[Records from a collection]
►

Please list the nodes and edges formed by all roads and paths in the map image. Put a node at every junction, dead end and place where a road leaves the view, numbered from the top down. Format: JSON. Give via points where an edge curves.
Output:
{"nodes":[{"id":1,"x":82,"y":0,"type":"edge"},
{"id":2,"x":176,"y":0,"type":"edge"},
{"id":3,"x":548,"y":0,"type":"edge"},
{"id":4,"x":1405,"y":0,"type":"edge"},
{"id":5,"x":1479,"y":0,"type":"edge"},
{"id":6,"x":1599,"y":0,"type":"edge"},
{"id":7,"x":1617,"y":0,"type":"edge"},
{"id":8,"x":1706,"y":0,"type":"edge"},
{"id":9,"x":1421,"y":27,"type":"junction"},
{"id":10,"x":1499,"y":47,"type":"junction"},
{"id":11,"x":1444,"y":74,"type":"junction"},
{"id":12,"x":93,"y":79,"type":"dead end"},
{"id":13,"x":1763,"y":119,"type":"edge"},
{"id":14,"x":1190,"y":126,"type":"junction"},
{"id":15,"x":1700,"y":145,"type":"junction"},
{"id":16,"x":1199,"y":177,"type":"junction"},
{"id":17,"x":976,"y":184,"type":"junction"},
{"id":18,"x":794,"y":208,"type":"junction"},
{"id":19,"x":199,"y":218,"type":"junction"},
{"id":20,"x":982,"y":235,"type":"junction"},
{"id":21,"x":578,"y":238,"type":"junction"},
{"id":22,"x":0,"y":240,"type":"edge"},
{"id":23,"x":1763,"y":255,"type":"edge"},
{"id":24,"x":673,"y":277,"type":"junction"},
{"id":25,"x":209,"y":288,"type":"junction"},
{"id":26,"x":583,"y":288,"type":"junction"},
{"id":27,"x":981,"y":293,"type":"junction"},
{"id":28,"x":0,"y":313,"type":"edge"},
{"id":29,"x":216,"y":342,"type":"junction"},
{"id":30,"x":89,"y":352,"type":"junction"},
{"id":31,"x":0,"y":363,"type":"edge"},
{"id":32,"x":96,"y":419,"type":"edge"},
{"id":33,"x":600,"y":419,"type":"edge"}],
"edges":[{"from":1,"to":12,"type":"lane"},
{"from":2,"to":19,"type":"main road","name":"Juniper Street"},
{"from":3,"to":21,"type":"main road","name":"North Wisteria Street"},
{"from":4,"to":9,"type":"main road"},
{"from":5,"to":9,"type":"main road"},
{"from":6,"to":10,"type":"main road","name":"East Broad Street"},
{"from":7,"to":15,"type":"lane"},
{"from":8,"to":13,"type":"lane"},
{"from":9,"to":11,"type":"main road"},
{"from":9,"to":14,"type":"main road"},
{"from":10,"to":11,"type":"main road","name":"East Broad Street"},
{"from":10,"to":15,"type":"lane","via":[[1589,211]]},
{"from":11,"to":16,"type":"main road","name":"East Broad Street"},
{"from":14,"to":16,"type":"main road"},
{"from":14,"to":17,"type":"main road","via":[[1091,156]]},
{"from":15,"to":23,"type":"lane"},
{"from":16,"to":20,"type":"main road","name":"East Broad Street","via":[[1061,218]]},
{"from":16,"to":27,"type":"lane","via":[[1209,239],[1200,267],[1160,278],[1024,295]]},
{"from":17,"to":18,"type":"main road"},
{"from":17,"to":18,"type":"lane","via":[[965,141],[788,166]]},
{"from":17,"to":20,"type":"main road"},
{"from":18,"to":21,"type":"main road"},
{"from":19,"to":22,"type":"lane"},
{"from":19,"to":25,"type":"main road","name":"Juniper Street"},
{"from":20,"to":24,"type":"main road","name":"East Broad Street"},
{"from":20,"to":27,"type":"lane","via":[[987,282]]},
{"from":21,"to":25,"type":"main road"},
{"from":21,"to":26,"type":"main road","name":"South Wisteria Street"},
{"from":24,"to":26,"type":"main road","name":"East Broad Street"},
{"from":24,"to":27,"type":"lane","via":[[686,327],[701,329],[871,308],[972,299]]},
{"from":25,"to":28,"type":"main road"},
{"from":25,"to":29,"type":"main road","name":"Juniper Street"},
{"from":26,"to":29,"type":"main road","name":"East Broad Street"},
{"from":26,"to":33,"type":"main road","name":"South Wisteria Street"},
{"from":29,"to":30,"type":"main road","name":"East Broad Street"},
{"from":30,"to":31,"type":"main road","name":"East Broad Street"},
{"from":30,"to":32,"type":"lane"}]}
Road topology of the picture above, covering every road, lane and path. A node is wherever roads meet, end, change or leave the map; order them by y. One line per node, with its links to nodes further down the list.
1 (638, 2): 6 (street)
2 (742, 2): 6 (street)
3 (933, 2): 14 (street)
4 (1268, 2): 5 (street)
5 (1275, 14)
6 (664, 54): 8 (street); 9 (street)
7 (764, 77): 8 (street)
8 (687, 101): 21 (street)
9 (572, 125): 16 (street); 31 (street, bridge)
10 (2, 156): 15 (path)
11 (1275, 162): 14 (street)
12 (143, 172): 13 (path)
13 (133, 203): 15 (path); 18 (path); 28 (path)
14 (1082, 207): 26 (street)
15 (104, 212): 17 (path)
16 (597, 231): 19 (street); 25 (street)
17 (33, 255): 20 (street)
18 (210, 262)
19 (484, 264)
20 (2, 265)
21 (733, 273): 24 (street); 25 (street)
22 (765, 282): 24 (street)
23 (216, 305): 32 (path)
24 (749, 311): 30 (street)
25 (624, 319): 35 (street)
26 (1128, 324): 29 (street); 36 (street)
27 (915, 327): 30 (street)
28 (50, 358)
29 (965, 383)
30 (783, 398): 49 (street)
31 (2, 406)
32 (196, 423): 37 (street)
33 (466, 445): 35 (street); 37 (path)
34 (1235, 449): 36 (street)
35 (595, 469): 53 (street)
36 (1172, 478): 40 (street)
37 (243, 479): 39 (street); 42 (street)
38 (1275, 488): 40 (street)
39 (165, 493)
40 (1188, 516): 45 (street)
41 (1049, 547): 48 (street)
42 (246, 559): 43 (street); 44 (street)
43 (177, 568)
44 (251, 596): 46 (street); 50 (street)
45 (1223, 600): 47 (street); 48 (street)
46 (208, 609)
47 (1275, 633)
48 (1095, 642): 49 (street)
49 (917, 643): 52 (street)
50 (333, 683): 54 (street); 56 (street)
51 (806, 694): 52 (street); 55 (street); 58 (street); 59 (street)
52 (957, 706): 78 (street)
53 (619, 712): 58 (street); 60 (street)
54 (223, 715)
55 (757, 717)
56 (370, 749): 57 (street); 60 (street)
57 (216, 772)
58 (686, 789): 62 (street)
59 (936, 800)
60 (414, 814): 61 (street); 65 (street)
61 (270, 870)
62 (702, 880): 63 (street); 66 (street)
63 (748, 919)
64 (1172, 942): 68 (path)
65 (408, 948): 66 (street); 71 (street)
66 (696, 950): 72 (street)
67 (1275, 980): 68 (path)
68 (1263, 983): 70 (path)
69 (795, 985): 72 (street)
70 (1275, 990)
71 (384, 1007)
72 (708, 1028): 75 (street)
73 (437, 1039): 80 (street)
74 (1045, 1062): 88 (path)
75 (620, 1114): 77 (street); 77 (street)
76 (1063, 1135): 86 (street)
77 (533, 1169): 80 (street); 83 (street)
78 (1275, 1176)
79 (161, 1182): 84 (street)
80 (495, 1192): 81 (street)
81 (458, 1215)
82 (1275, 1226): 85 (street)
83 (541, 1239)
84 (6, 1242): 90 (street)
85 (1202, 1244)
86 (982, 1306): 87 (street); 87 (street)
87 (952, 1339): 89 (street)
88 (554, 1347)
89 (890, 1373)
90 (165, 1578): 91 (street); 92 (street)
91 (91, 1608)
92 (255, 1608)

◄

Copy out every line in the records where the word "edges" is found.

◆ **Answer space**
Please list the nodes and edges formed by all roads and paths in the map image. Put a node at every junction, dead end and place where a road leaves the view, numbered from the top down. Format: JSON. Give via points where an edge curves.
"edges":[{"from":1,"to":12,"type":"lane"},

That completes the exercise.